▶ What you will do
Copy out exactly the lines that begin with the one containing "I am building" and continue until the last line of the material.

▶ Information shown
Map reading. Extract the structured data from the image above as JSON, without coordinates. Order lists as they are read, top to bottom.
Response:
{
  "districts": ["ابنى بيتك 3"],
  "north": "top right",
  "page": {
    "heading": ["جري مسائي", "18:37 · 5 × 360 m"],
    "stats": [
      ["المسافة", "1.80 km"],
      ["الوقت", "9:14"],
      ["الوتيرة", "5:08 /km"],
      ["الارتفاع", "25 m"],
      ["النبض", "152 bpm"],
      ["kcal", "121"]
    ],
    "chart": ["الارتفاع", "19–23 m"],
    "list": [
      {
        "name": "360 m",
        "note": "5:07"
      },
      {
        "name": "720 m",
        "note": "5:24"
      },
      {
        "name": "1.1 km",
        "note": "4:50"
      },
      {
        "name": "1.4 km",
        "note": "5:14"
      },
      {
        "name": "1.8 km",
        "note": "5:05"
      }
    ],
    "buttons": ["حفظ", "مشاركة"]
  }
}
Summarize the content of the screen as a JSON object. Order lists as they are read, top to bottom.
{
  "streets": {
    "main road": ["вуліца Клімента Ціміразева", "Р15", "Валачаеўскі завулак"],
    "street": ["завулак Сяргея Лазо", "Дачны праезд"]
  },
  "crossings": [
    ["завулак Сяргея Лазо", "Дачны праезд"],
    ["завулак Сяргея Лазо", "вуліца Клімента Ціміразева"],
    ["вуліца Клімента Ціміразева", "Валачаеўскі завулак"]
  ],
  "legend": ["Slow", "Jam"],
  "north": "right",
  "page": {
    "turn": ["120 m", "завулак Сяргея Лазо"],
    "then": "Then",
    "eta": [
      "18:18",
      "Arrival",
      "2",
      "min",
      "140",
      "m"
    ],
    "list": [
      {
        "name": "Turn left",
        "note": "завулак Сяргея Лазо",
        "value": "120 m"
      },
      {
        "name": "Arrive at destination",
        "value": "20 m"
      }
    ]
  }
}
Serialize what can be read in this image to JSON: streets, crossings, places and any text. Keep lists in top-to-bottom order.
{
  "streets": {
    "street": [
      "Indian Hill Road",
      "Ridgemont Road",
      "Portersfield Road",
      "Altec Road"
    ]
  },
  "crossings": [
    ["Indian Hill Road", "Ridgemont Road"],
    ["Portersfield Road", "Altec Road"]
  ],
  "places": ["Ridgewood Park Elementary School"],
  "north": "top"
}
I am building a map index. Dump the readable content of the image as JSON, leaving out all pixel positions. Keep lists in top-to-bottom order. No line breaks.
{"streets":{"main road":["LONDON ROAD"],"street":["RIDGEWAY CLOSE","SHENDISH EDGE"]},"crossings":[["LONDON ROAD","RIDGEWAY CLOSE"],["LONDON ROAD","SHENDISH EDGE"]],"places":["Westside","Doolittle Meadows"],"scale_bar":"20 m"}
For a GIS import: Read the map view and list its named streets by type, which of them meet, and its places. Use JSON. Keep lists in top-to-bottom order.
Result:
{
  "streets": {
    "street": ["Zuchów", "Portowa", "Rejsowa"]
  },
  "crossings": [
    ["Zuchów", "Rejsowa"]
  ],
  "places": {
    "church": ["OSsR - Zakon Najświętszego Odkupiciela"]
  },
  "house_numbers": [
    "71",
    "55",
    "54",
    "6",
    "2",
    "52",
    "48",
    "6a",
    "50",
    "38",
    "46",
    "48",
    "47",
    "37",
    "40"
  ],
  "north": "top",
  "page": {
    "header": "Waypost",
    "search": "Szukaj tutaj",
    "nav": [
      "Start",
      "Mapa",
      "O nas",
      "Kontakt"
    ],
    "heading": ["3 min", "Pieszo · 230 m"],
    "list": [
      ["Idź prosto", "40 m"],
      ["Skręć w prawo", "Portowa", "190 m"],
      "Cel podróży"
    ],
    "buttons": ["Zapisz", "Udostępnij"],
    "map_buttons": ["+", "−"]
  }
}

▶ Reply
I am building a map index. Dump the readable content of the image as JSON, leaving out all pixel positions. Keep lists in top-to-bottom order. No line breaks.
{"streets":{"main road":["LONDON ROAD"],"street":["RIDGEWAY CLOSE","SHENDISH EDGE"]},"crossings":[["LONDON ROAD","RIDGEWAY CLOSE"],["LONDON ROAD","SHENDISH EDGE"]],"places":["Westside","Doolittle Meadows"],"scale_bar":"20 m"}
For a GIS import: Read the map view and list its named streets by type, which of them meet, and its places. Use JSON. Keep lists in top-to-bottom order.
Result:
{
  "streets": {
    "street": ["Zuchów", "Portowa", "Rejsowa"]
  },
  "crossings": [
    ["Zuchów", "Rejsowa"]
  ],
  "places": {
    "church": ["OSsR - Zakon Najświętszego Odkupiciela"]
  },
  "house_numbers": [
    "71",
    "55",
    "54",
    "6",
    "2",
    "52",
    "48",
    "6a",
    "50",
    "38",
    "46",
    "48",
    "47",
    "37",
    "40"
  ],
  "north": "top",
  "page": {
    "header": "Waypost",
    "search": "Szukaj tutaj",
    "nav": [
      "Start",
      "Mapa",
      "O nas",
      "Kontakt"
    ],
    "heading": ["3 min", "Pieszo · 230 m"],
    "list": [
      ["Idź prosto", "40 m"],
      ["Skręć w prawo", "Portowa", "190 m"],
      "Cel podróży"
    ],
    "buttons": ["Zapisz", "Udostępnij"],
    "map_buttons": ["+", "−"]
  }
}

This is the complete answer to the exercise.